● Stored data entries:
Content starts
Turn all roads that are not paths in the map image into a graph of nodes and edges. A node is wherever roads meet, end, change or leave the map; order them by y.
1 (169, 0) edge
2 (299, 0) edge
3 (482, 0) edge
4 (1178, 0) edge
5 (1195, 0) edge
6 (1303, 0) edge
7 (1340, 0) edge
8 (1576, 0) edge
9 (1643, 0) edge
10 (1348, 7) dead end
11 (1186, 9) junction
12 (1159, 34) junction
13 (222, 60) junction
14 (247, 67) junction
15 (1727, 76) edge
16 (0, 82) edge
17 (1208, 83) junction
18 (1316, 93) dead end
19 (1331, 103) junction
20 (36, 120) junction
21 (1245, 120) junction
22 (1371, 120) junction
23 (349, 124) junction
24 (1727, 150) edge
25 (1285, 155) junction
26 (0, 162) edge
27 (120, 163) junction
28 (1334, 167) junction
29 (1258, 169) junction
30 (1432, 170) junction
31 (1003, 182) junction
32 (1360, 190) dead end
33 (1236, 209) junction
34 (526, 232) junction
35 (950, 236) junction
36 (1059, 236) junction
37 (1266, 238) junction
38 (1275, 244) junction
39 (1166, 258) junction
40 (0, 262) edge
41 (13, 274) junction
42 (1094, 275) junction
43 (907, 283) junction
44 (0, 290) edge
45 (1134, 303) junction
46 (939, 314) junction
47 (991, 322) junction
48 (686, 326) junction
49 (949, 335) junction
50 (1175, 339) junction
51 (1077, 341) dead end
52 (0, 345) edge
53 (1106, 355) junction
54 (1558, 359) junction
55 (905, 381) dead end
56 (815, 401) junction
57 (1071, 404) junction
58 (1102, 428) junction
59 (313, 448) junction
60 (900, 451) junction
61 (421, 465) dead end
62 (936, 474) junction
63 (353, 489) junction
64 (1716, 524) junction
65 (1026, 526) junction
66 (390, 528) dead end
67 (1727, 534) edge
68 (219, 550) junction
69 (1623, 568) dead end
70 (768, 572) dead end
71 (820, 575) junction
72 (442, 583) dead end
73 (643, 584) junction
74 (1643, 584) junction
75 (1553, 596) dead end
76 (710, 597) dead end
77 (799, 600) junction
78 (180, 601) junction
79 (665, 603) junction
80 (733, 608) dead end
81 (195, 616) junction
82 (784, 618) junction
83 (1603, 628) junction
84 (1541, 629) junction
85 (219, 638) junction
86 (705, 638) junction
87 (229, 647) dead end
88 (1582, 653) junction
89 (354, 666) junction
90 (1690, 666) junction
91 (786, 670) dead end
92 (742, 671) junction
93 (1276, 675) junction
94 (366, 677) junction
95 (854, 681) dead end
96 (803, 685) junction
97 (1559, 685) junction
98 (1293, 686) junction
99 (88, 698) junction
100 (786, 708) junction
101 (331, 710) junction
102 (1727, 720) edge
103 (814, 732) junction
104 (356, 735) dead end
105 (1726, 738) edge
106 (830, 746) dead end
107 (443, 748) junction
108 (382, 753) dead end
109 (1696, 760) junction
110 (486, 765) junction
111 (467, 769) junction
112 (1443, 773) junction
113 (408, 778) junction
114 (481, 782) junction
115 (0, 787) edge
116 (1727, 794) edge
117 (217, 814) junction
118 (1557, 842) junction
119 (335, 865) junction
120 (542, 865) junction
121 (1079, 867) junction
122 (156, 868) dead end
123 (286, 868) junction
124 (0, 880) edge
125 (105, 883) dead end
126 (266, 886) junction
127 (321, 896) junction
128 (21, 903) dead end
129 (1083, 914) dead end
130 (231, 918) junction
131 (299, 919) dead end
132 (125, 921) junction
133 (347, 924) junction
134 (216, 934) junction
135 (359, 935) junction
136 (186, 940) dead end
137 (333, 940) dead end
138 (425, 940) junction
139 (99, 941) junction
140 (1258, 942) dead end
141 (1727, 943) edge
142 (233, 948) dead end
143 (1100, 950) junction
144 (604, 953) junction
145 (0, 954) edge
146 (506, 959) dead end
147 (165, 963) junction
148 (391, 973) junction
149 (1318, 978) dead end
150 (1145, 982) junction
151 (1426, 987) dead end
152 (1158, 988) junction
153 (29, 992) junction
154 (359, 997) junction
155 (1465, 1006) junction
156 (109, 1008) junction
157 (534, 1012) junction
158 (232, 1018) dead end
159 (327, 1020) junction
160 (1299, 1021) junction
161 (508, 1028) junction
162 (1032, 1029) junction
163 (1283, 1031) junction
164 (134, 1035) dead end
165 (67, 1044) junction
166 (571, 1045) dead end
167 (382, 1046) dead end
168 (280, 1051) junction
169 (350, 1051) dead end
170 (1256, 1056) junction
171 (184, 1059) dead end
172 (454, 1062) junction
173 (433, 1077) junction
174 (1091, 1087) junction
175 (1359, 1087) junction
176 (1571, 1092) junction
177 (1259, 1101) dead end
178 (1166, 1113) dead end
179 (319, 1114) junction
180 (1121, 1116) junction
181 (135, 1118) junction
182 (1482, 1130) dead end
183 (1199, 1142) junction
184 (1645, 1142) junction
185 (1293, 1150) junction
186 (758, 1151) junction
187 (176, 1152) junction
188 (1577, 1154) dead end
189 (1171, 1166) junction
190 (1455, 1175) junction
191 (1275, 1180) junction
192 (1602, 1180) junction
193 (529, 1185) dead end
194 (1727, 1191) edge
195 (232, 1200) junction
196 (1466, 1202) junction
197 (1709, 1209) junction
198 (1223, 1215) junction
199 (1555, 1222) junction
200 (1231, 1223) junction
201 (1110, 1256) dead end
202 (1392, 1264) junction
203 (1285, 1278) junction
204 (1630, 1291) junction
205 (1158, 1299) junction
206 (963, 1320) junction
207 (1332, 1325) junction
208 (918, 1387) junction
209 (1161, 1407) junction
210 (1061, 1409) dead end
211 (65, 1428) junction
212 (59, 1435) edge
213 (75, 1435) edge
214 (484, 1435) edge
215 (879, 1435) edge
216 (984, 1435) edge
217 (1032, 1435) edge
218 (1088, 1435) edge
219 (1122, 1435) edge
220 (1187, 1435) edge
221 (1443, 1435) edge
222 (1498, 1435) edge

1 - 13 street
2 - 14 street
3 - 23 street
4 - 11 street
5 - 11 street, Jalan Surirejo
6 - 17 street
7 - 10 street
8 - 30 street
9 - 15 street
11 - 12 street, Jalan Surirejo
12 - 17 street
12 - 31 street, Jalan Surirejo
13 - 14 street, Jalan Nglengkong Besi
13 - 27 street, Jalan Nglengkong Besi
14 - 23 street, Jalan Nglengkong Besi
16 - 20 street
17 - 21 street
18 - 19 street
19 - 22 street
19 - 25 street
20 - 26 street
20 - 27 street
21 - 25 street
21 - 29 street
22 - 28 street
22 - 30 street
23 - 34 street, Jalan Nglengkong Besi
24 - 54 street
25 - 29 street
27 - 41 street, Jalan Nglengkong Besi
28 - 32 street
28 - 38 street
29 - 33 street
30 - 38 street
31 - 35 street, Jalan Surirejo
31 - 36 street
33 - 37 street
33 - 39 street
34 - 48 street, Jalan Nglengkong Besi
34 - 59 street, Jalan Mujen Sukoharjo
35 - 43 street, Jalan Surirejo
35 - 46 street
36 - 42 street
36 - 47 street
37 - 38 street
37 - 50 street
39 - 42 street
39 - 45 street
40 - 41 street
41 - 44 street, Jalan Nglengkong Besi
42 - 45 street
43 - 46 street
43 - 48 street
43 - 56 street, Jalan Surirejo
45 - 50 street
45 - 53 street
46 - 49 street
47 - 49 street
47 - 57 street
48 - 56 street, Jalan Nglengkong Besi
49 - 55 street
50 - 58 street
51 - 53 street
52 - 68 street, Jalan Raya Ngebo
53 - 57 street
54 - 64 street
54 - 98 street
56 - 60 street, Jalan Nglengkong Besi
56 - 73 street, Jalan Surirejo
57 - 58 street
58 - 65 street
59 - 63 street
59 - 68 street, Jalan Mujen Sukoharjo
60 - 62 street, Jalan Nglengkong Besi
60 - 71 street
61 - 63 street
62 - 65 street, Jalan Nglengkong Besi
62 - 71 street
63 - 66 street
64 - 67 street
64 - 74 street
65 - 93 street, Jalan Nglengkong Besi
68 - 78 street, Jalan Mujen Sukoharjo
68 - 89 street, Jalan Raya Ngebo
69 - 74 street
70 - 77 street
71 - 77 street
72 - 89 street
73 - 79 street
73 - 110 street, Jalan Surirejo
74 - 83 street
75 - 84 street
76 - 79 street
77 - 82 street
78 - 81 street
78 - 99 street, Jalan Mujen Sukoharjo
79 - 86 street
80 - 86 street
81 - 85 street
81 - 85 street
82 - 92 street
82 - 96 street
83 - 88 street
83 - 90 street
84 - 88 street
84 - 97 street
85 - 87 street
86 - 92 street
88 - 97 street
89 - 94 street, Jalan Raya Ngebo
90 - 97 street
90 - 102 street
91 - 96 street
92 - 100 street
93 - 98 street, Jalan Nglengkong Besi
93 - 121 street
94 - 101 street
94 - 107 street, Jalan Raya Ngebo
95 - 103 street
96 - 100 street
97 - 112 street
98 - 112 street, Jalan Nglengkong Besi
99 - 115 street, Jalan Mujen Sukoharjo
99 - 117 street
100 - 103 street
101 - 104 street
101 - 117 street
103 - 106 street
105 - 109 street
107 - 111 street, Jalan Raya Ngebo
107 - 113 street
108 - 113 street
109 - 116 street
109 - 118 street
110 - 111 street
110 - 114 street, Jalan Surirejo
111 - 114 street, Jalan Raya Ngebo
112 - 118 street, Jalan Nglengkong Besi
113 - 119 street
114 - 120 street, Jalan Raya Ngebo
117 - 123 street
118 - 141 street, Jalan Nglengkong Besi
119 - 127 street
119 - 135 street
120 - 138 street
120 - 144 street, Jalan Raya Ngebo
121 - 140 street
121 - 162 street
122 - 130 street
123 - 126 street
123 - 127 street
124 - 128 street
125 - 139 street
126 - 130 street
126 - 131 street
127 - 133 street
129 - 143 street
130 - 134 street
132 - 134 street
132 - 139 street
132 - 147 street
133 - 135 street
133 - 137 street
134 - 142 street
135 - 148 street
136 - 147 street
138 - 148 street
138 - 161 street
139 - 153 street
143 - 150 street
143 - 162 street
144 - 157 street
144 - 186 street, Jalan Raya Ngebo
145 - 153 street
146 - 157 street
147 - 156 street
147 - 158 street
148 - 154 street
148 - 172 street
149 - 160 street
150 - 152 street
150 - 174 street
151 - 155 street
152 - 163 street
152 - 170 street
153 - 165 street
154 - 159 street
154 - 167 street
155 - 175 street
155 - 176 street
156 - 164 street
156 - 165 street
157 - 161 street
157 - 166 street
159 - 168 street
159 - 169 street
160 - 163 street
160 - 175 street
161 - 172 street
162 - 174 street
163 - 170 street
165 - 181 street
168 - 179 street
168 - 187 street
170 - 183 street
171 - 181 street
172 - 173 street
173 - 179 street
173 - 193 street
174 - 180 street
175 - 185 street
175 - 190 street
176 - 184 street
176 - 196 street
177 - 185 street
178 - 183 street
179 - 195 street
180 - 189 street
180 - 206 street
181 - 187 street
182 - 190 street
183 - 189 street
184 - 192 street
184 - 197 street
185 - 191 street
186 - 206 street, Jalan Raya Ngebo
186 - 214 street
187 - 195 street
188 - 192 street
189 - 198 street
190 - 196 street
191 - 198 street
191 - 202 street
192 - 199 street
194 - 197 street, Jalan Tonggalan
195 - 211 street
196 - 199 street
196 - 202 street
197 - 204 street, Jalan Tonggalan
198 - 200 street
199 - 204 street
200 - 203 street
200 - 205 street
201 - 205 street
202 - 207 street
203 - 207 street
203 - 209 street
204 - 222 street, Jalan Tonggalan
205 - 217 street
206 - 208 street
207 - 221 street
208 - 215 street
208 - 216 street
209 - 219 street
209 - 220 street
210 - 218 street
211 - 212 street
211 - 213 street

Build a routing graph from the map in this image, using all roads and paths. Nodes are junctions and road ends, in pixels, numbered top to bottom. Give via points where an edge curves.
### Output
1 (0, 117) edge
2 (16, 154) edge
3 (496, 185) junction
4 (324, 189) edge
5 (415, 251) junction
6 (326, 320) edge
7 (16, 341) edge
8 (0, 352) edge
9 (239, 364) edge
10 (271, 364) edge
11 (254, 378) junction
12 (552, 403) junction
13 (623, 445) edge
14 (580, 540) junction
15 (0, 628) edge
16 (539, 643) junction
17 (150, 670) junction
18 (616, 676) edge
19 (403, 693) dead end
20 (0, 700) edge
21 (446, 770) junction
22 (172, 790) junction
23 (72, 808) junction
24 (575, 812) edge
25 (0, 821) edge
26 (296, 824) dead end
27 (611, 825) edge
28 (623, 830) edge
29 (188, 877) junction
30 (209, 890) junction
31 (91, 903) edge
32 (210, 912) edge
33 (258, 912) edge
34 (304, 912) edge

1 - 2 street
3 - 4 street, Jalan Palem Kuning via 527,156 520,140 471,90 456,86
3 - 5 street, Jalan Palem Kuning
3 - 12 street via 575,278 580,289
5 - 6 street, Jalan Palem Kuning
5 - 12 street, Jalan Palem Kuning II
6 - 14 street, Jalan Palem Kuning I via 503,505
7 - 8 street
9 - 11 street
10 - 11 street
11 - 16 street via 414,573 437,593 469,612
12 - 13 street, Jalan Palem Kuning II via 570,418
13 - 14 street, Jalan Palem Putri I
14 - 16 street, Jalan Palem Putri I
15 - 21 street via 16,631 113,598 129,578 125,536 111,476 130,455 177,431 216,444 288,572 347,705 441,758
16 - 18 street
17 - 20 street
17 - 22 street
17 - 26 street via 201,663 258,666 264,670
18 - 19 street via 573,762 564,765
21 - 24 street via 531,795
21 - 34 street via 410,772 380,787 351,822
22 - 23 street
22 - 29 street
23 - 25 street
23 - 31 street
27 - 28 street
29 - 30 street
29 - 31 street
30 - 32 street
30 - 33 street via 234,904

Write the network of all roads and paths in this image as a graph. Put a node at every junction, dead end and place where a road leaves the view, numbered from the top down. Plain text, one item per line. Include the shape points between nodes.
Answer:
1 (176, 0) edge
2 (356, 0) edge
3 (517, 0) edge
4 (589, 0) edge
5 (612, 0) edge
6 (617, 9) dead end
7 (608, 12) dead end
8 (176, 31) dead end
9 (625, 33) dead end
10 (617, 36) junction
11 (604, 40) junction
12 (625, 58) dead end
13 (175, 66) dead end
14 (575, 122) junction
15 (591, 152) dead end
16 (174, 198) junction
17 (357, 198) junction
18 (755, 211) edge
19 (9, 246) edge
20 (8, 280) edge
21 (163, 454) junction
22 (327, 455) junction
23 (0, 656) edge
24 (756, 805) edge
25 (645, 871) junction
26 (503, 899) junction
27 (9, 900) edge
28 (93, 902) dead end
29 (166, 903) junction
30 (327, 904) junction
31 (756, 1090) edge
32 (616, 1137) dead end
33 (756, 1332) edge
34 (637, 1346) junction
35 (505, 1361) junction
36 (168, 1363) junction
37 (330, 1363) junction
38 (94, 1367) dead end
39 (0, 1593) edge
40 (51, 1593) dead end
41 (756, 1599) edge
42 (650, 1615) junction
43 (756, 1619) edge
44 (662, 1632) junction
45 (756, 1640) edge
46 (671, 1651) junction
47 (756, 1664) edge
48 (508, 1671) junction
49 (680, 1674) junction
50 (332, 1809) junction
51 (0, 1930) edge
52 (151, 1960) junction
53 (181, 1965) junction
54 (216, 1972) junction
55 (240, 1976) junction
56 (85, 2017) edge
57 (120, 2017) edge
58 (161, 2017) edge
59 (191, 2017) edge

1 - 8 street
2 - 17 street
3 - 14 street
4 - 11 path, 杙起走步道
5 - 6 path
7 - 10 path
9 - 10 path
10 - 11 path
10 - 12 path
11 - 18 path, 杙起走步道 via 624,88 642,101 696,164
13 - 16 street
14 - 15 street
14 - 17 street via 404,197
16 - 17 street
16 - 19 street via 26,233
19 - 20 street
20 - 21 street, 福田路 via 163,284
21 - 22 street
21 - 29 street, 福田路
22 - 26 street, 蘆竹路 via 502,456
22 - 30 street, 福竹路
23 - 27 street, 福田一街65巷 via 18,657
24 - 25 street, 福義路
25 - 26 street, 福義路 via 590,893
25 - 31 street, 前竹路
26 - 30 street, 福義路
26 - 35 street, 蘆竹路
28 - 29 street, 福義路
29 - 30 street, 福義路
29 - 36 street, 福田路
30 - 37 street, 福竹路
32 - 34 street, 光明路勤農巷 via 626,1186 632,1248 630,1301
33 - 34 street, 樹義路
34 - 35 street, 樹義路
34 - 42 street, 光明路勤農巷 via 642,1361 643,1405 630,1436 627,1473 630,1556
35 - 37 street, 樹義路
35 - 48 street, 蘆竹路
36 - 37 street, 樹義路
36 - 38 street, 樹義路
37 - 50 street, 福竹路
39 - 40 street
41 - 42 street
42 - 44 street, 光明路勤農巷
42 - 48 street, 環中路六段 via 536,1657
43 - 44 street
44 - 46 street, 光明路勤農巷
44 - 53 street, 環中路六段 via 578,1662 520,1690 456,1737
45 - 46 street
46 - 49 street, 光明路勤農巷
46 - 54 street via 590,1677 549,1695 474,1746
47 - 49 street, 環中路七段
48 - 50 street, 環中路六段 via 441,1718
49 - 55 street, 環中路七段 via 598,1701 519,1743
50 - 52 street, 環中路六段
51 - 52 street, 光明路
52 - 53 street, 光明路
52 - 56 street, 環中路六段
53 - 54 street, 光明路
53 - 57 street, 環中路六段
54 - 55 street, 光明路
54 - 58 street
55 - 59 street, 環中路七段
Content ends
● Work instructions: What is needed is every line of the records that contains the word "graph".

● Worked solution:
Turn all roads that are not paths in the map image into a graph of nodes and edges. A node is wherever roads meet, end, change or leave the map; order them by y.
Build a routing graph from the map in this image, using all roads and paths. Nodes are junctions and road ends, in pixels, numbered top to bottom. Give via points where an edge curves.
Write the network of all roads and paths in this image as a graph. Put a node at every junction, dead end and place where a road leaves the view, numbered from the top down. Plain text, one item per line. Include the shape points between nodes.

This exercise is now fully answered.